Valentin Pikul
Valentin Pikul was born in Leningrad. Sometimes his place of birth is erroneously given as the village of Kagarlyk (Ukraine), but in fact it was not Pikul himself, but his father, who was born there. In childhood Valentin also visited this village, where many of his father’s relatives lived.
In his youth Savva Mikhailovich Pikul was drafted into the Baltic Fleet, where he served as a sailor on the destroyer Friedrich Engels. After his service he remained in Leningrad, worked at the Skorokhod factory, graduated from an economics institute and became a military ship engineer at a shipbuilding plant. The writer’s mother, Maria Konstantinovna (née Karenina), came from peasants of Pskov Governorate.
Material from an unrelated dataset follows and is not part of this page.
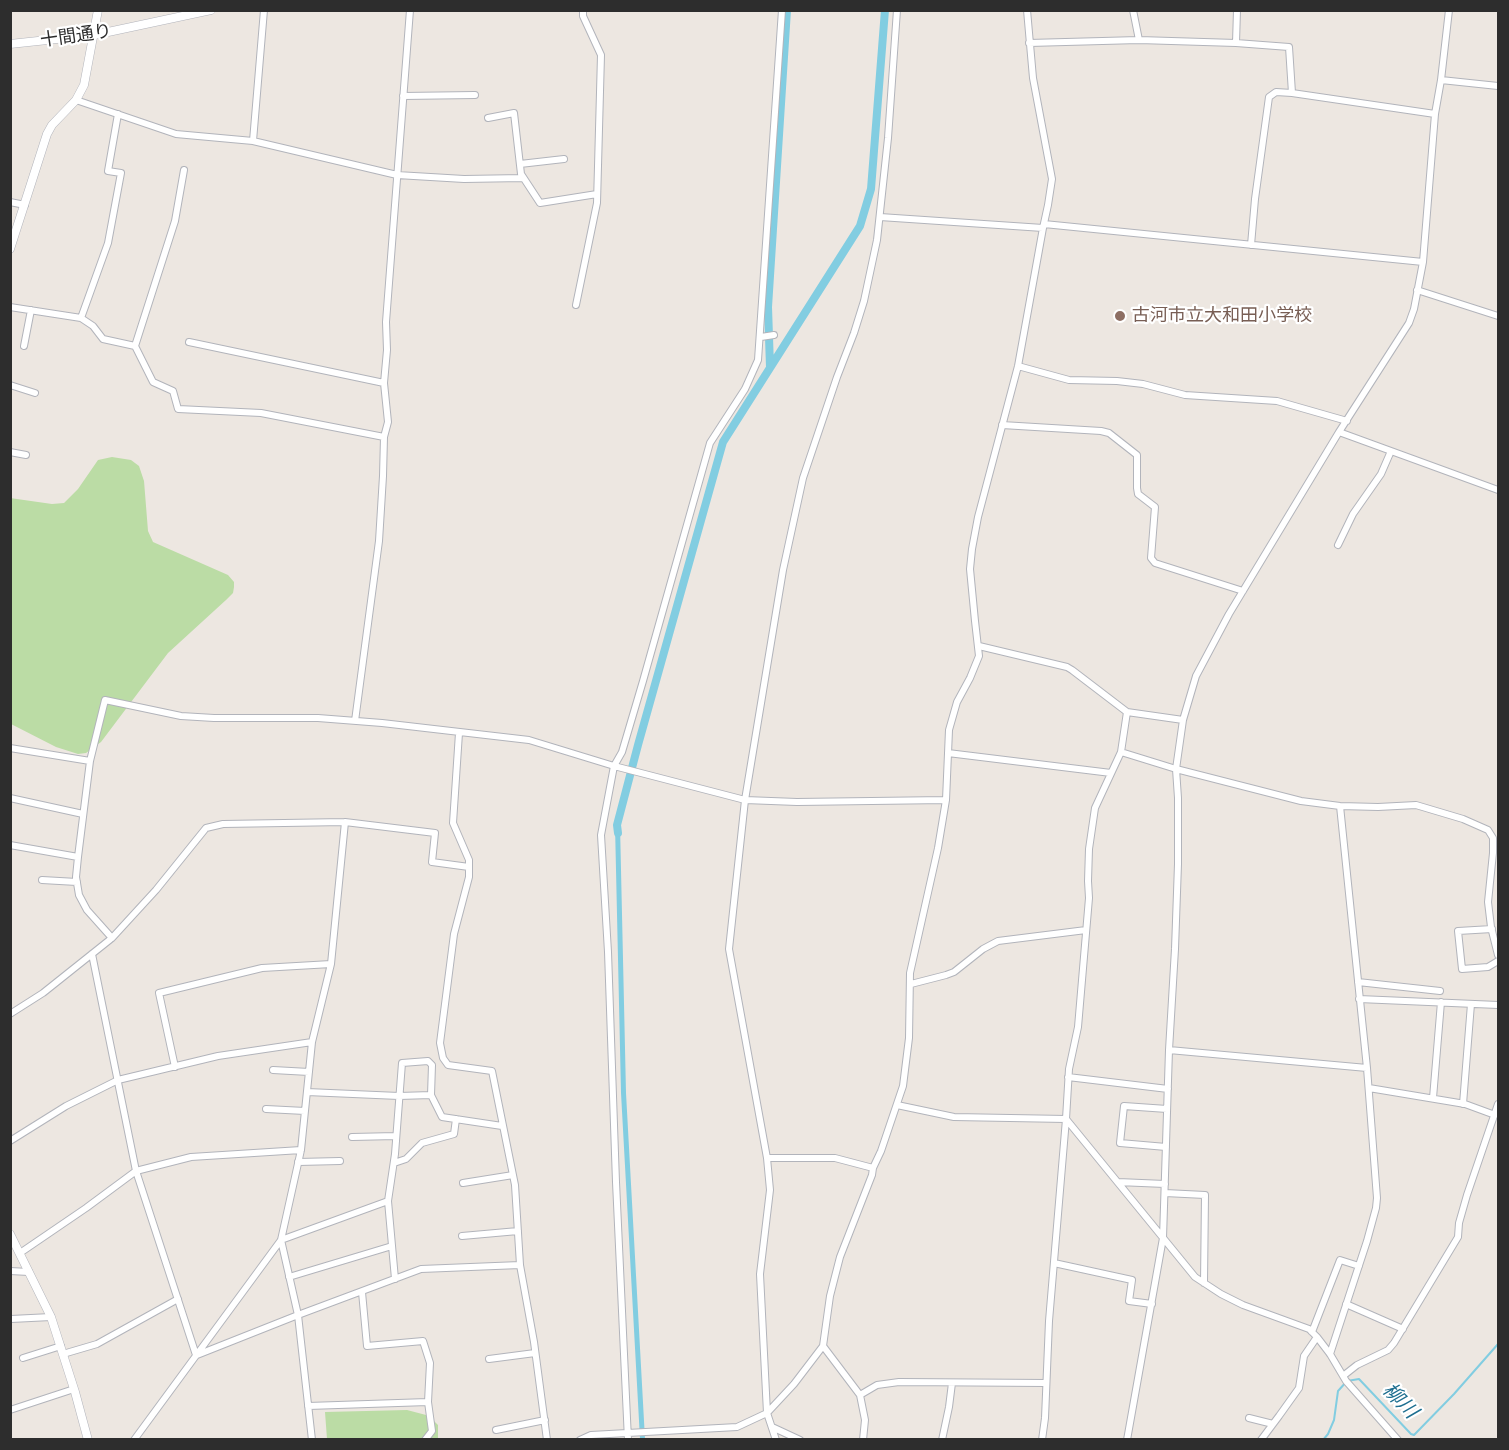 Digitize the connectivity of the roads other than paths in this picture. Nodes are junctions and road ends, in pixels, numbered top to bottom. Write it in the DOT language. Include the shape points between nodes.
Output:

In 1940, the family moved from Leningrad to the city of Molotovsk (now Severodvinsk), where V. S. Pikul’s father was assigned to work. There Valentin Pikul attended the Young Sailor club at the Pioneer House.
In 1941, Valentin Pikul passed the fifth-grade examination and went to spend his school holiday with his grandmother in Leningrad. Because the war had begun, he was unable to return until autumn. Mother and son had to endure the first blockade winter in Leningrad.
His father, from December 1941, became battalion commissar of the White Sea Military Flotilla and moved to Arkhangelsk.
In 1942, Valentin and his mother managed to leave Leningrad via the Road of Life for Molotovsk on one of the echelons. From there Valentin Pikul escaped to the naval school for young cadets on the Solovetsky Islands. His mother died the same year. His father transferred to the naval infantry and a year later was killed in the fighting near Stalingrad.
In 1943, Pikul graduated from school as a helmsman-signalman and was assigned to the destroyer Grozny of the Northern Fleet, where he served until the end of the war. After the victory he was sent to the Leningrad Preparatory Naval School, but in 1946 he was expelled “for lack of knowledge.”